You won’t be surprised to learn that I’m no good at icing things over, so I favor cakes that don’t require it. Instead of icing, while the cake baked, I made crème fraiche ice cream. Let me pause here to recommend Liberté crème fraiche. It is sublime, great with pound cakes and buttermilk pancakes with berries. Here endeth the digression.

The tang of the ginger balanced the understated sweetness of the ice cream to create a combination that encapsulates my beliefs about sorrow better than any puckering lemonade ever could.

There are no sweet sorrows
I am not against hope. I don’t have a beef with optimism. But in the church of Positive-Thinking-in-Spite-of-the-Facts, I am a heretic. So it was with immense relief that I read Barbara Ehrenreich’s Bright-Sided, an examination of the cult of positive thinking and its unintended but toxic consequences.

Toxic Consequence #1: Blame the victim. Ehrenreich, who has had breast cancer, cites examples of support groups that expel members whose cancer recurs because they will bring the other members down. (Also, a qualified endocrinologist, she examines the mind-body connection in regards to health and finds it non-existant.)

Toxic Consequence #2: Reality is a buzz kill, dude. If the emperor has no clothes (and it ain’t pretty) and you say so, you can be fired for it. In the church of positive thinking criticism, no matter how constructive, is “bad attitude”.

Toxic Consequence #3: If the problem isn’t the problem, but our attitude towards it, the problem goes unaddressed. Remember the end of A Christmas Carol and the Ghost of Christmas Present with the two waifs hiding under his robe, Ignorance and Want? Beware this consequence the most.

Ehrenreich is excellent on the twisted neo-science of mass-marketed positive thinking, but perhaps more importantly its morally corrosive effects.

My Antidote: Start with Keats’ Ode on Melancholy, then straight on to Victor Frankl’s Man’s Search For Meaning. Oh, and do some weeding and bake a cake or two. . . There is no attitudinal alchemy to make failure, loss, or betrayal palatable or lemons sweet. If there is a trick to truly making progress, to living a full life, it is not pretending otherwise.


  1. "Be not solitary; be not idle" - Robert Burton, The Anatomy of Melancholy (1621).

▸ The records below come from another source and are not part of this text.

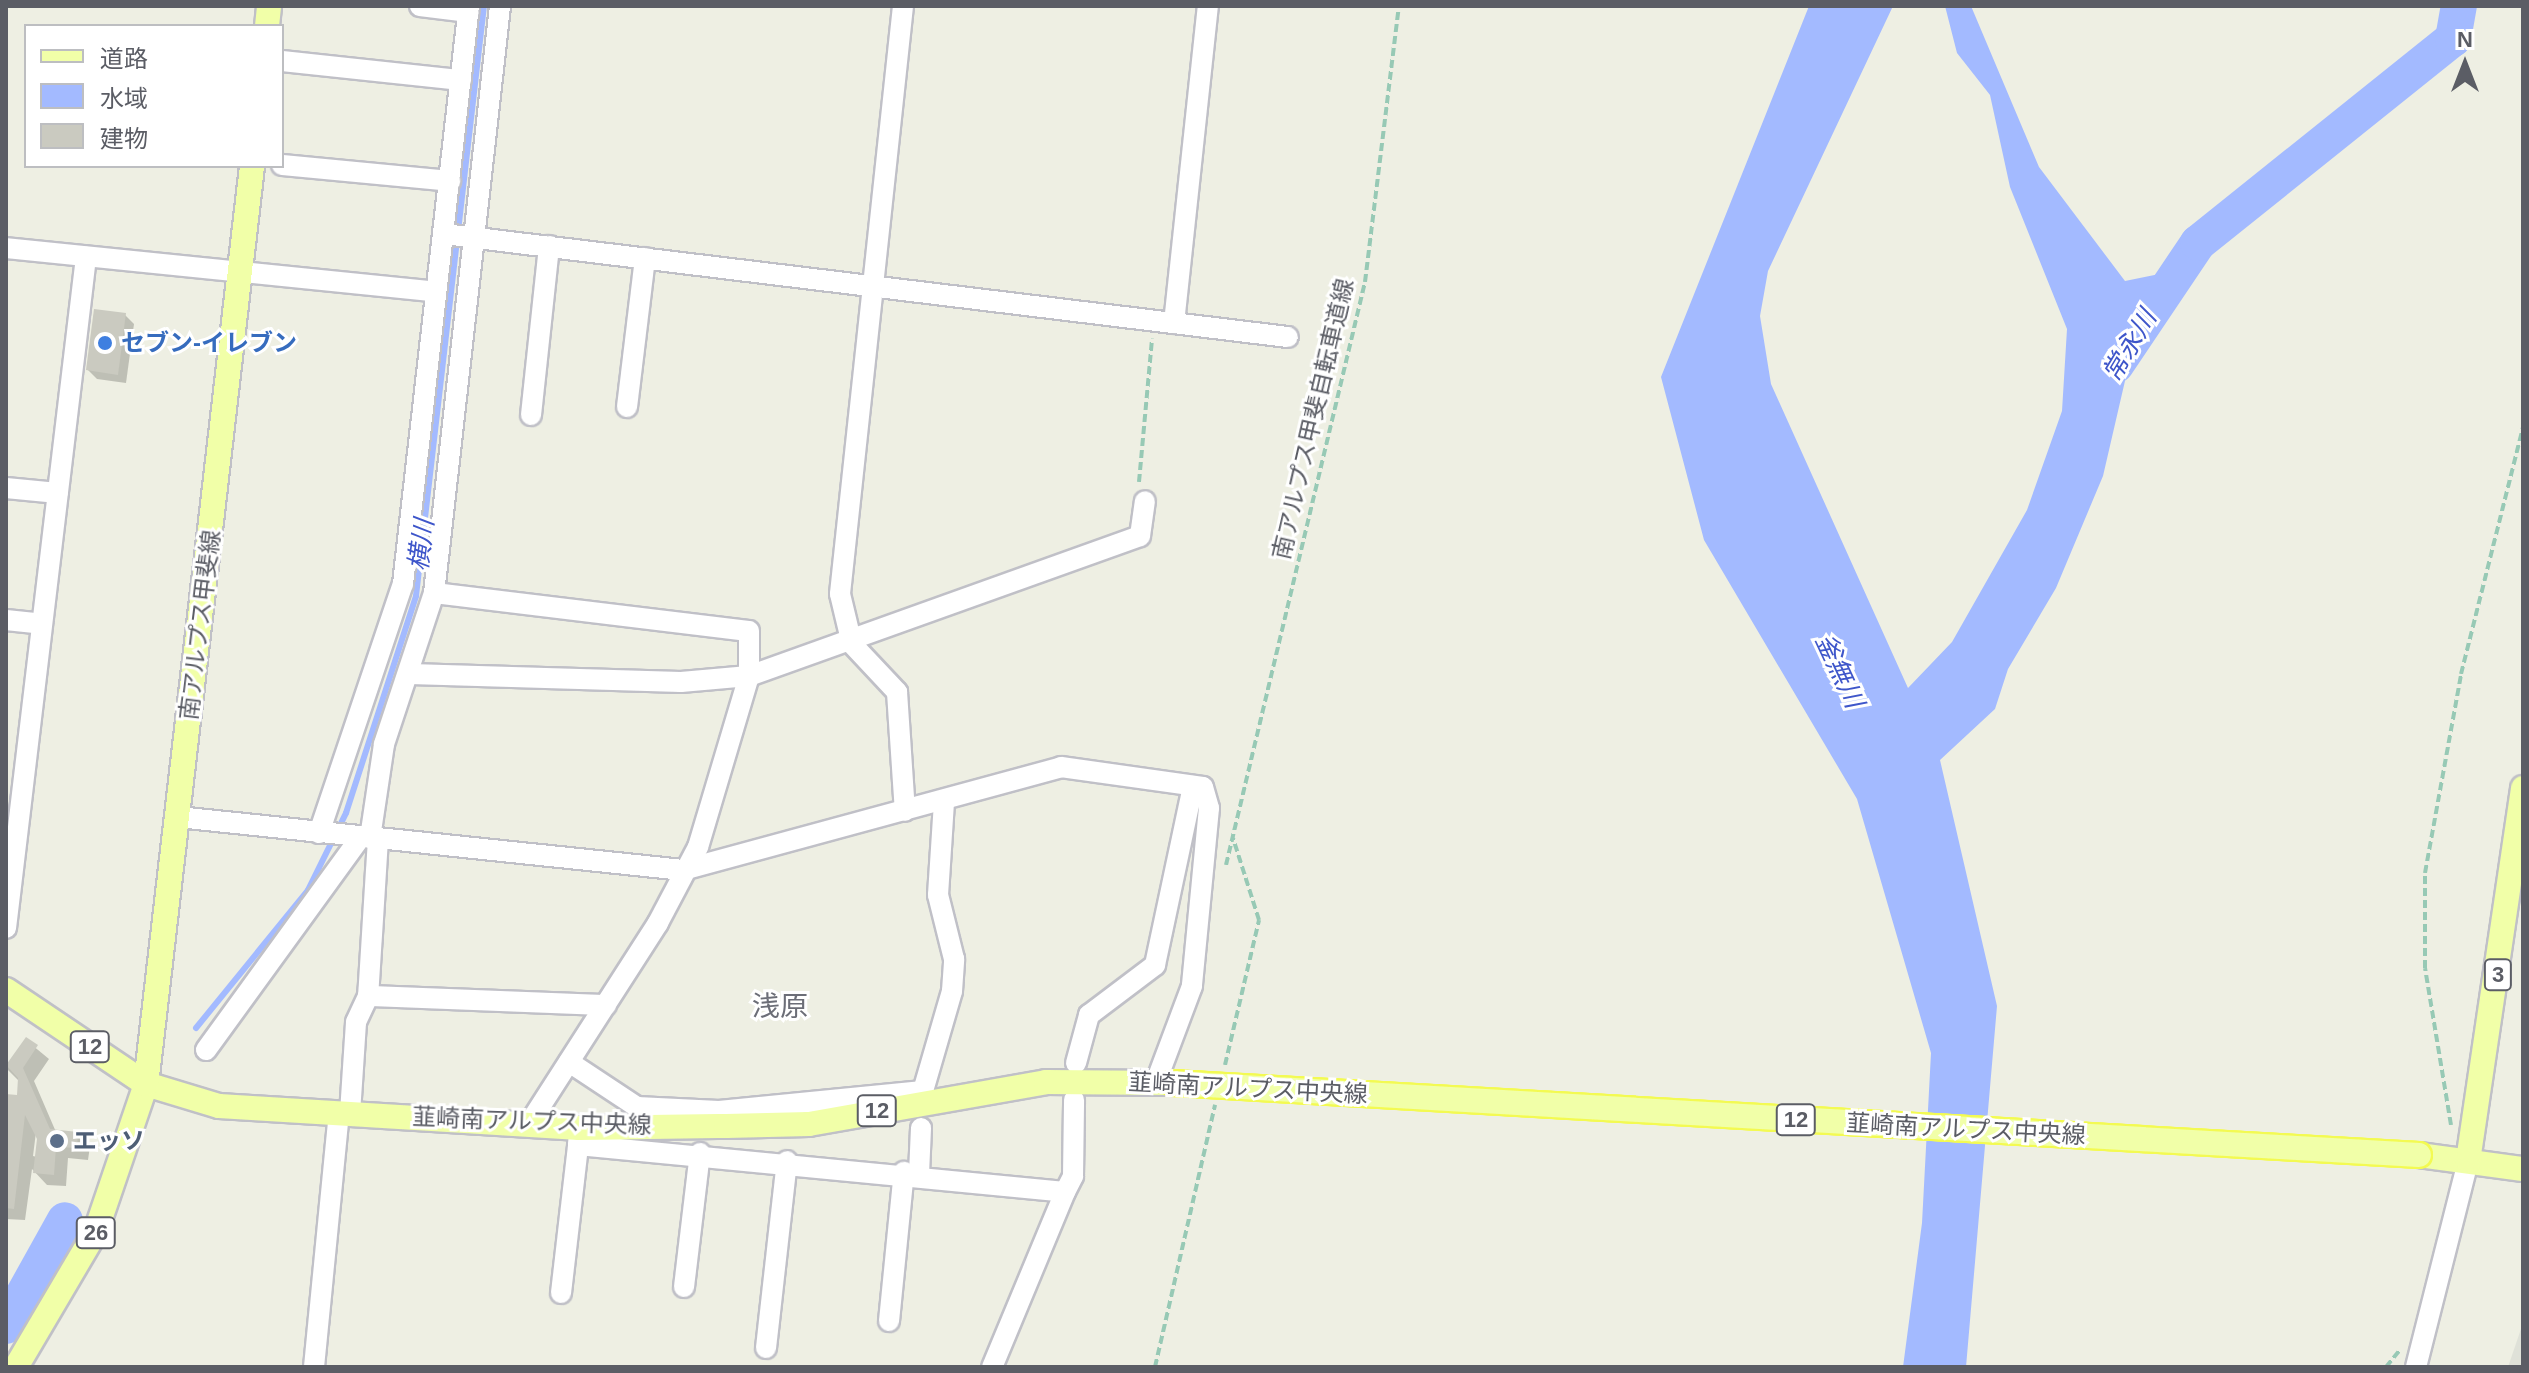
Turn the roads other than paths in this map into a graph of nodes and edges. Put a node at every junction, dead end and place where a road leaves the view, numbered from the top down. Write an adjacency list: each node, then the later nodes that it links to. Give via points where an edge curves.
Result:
1 (420, 6): 5 (street)
2 (500, 6): 12 (street)
3 (903, 6): 18 (street)
4 (1208, 6): 20 (street)
5 (469, 9): 7 (street)
6 (284, 61): 7 (street)
7 (461, 80): 10 (street)
8 (284, 165): 10 (street)
9 (252, 168): 17 (main road, 南アルプス甲斐線)
10 (450, 181): 11 (street)
11 (444, 234): 12 (street); 19 (street)
12 (473, 237): 13 (street); 27 (street)
13 (549, 246): 16 (street); 23 (street)
14 (6, 248): 15 (street)
15 (86, 257): 17 (street); 25 (street)
16 (645, 258): 18 (street); 22 (street)
17 (240, 277): 19 (street); 38 (main road, 南アルプス甲斐線)
18 (870, 286): 20 (street); 30 (street, via 841,552 840,594)
19 (436, 292): 39 (street, via 397,615)
20 (1164, 322): 21 (street)
21 (1288, 337)
22 (627, 407)
23 (531, 415)
24 (6, 488): 25 (street)
25 (58, 493): 29 (street)
26 (1145, 501): 30 (street, via 1140,536)
27 (434, 593): 31 (street); 32 (street, via 749,631)
28 (6, 620): 29 (street)
29 (42, 624): 33 (street)
30 (852, 644): 32 (street); 37 (street, via 897,692)
31 (410, 674): 32 (street, via 681,682); 40 (street, via 384,744)
32 (749, 676): 41 (street, via 698,847)
33 (16, 751): 42 (street)
34 (1198, 786): 36 (street, via 1061,767); 48 (street, via 1155,965 1089,1015); 49 (street, via 1209,808 1192,986)
35 (2523, 788): 57 (main road, 3)
36 (944, 801): 37 (street); 47 (street, via 938,895 954,959 952,991 923,1091 719,1111 637,1107)
37 (905, 811): 41 (street)
38 (178, 817): 39 (street); 50 (main road, 南アルプス甲斐線)
39 (323, 833): 40 (street)
40 (365, 837): 41 (street); 44 (street); 46 (street)
41 (683, 870): 45 (street)
42 (6, 928)
43 (6, 990): 50 (main road, 韮崎南アルプス中央線 / 12)
44 (368, 996): 45 (street); 52 (street, via 356,1022)
45 (606, 1005): 47 (street)
46 (206, 1050)
47 (569, 1062): 53 (street)
48 (1076, 1063)
49 (1165, 1082): 55 (main road, 韮崎南アルプス中央線 / 12, via 1046,1082 809,1124); 57 (main road, 韮崎南アルプス中央線 / 12, bridge)
50 (146, 1084): 52 (main road, 韮崎南アルプス中央線 / 12, via 219,1106); 66 (main road, 26, via 96,1231)
51 (1074, 1100): 61 (street, via 1073,1176)
52 (344, 1113): 53 (main road, 韮崎南アルプス中央線 / 12); 67 (street)
53 (530, 1122): 55 (main road, 韮崎南アルプス中央線 / 12)
54 (921, 1128): 60 (street)
55 (578, 1136): 56 (street); 63 (street)
56 (700, 1153): 58 (street); 62 (street)
57 (2469, 1158): 59 (main road, 韮崎南アルプス中央線 / 12); 69 (street)
58 (787, 1161): 60 (street); 65 (street)
59 (2523, 1169)
60 (911, 1173): 61 (street); 64 (street)
61 (1065, 1192): 68 (street)
62 (684, 1287)
63 (561, 1293)
64 (889, 1321)
65 (766, 1348)
66 (16, 1367)
67 (314, 1367)
68 (992, 1367)
69 (2416, 1367)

    I loved Ehrenreich's book. It backs up a brilliant paper done in the 1980s by two psychologists (Brown and Taylor, if memory serves) showing that happy people are simply positively self-deluded. It's the clinically depressed that have a more realistic outlook on things. William James made a similar point in Varieties of Religious Experience.

    Not to say, of course, that there's nothing one should do to break out of a funk. Thus, the quote from Burton.

  2. Incidentally, it's not surprising that Burton's "Melancholy" was Keats' favourite book.